BAD REPRESENTATION: EMILIA PÉREZ
Welcome to Trans Tuesday! We’re starting off the year by discussing one of the more harmful bits of depictions of trans women to come out in recent years. Here comes BAD REPRESENTATION: EMILIA PÉREZ.
Emilia Pérez was a movie released in 2024, about a Mexican trans woman, written and directed by a French cis white man, Jacques Audiard, based on a book written by Boris Razon (also a cis man from France). If any of that gives you pause right up front… well, it should.

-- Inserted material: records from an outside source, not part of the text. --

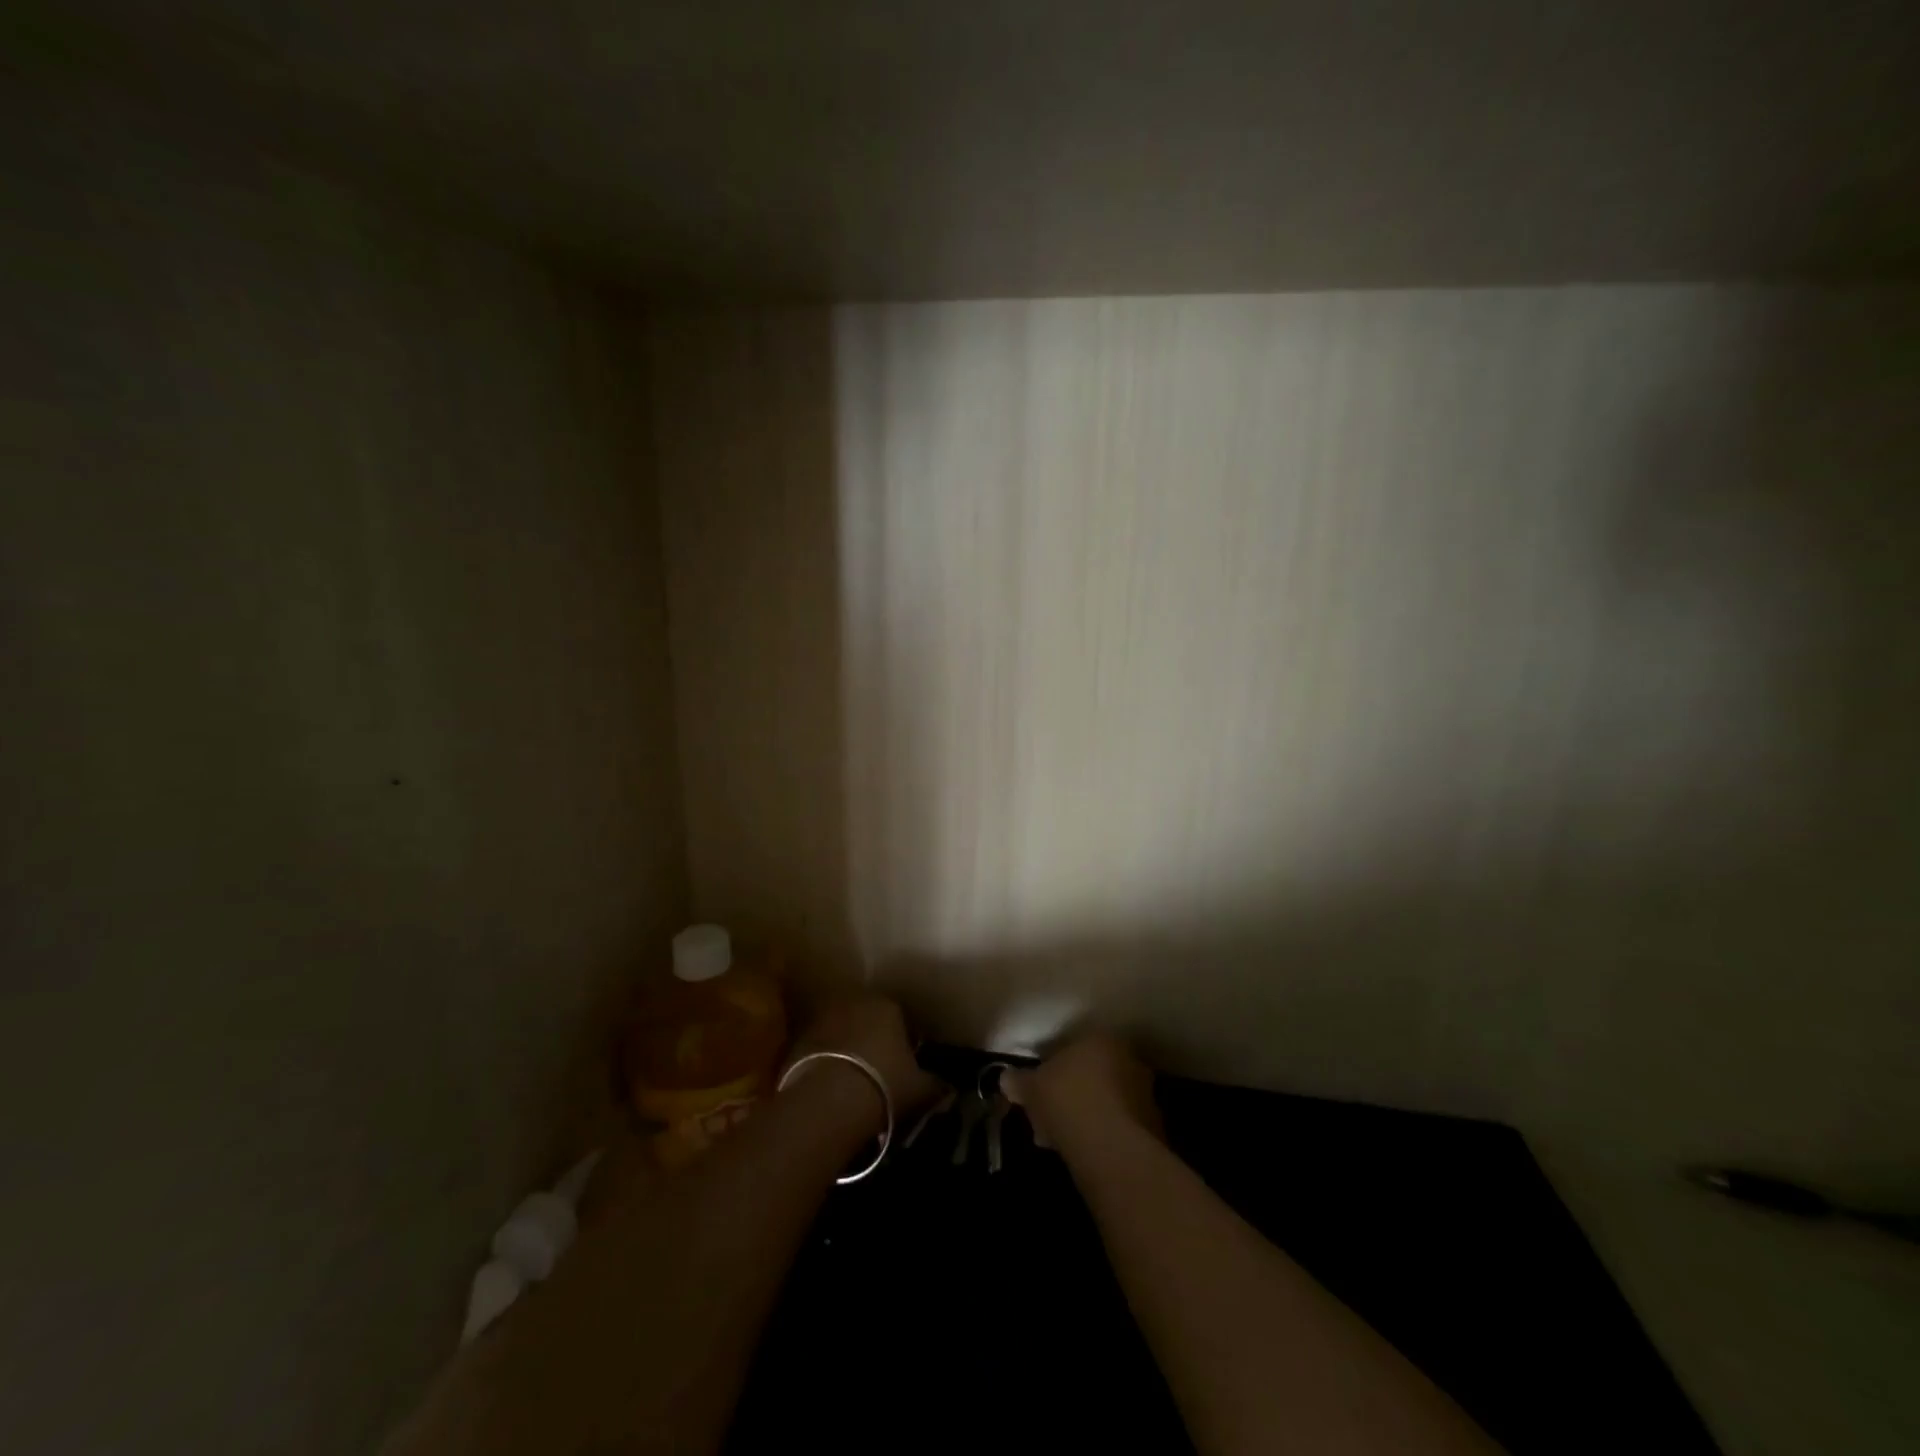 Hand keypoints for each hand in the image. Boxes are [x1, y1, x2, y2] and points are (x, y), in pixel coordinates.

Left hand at [789, 996, 943, 1117]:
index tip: (904, 1065)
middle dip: (871, 1039)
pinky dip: (822, 1062)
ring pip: (840, 1031)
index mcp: (888, 1006)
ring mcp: (822, 1018)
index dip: (903, 1041)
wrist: (828, 1101)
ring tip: (850, 1080)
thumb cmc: (884, 1086)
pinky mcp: (797, 1038)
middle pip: (866, 1019)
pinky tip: (828, 1087)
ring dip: (845, 1049)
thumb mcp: (921, 1089)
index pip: (900, 1017)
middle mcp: (854, 1002)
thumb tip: (948, 1087)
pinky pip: (817, 1049)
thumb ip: (936, 1084)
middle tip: (876, 1071)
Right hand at [1002, 1033, 1162, 1151]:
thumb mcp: (1032, 1088)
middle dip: (1068, 1096)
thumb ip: (1019, 1081)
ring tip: (1060, 1141)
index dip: (1051, 1072)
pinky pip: (1118, 1125)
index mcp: (1100, 1039)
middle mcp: (1127, 1058)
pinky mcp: (1153, 1125)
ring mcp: (1144, 1092)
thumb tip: (1005, 1079)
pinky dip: (1101, 1135)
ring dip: (1085, 1116)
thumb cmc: (1068, 1101)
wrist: (1111, 1147)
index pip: (1072, 1049)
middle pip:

I’d heard the movie was about a trans woman, so I was intrigued and added it to my list to check out. And then I heard it was about a trans woman who’s a cartel drug lord, and my heart kinda sank because already I felt like I knew where it was headed.
But I went into it with an open mind. I’m a screenwriter, I’ve trained myself to approach all art on its own terms, and give it all a chance. But I’m also a trans woman, and I know how cis people writing about trans people often goes. See BAD REPRESENTATION (Lovecraft Country).
As I was watching it, I just felt my heart sink with every passing minute. I think we weren’t even twenty minutes in when the first “what the fuck?” (not complimentary) escaped my lips. I thought I was just gonna watch it and note a few things afterward, like I always do for my “trans rep in media” reports, but I ended up taking multiple notes in spite of myself. Because so much of what I saw was so damaging and dangerous, and I’m so, so tired of it.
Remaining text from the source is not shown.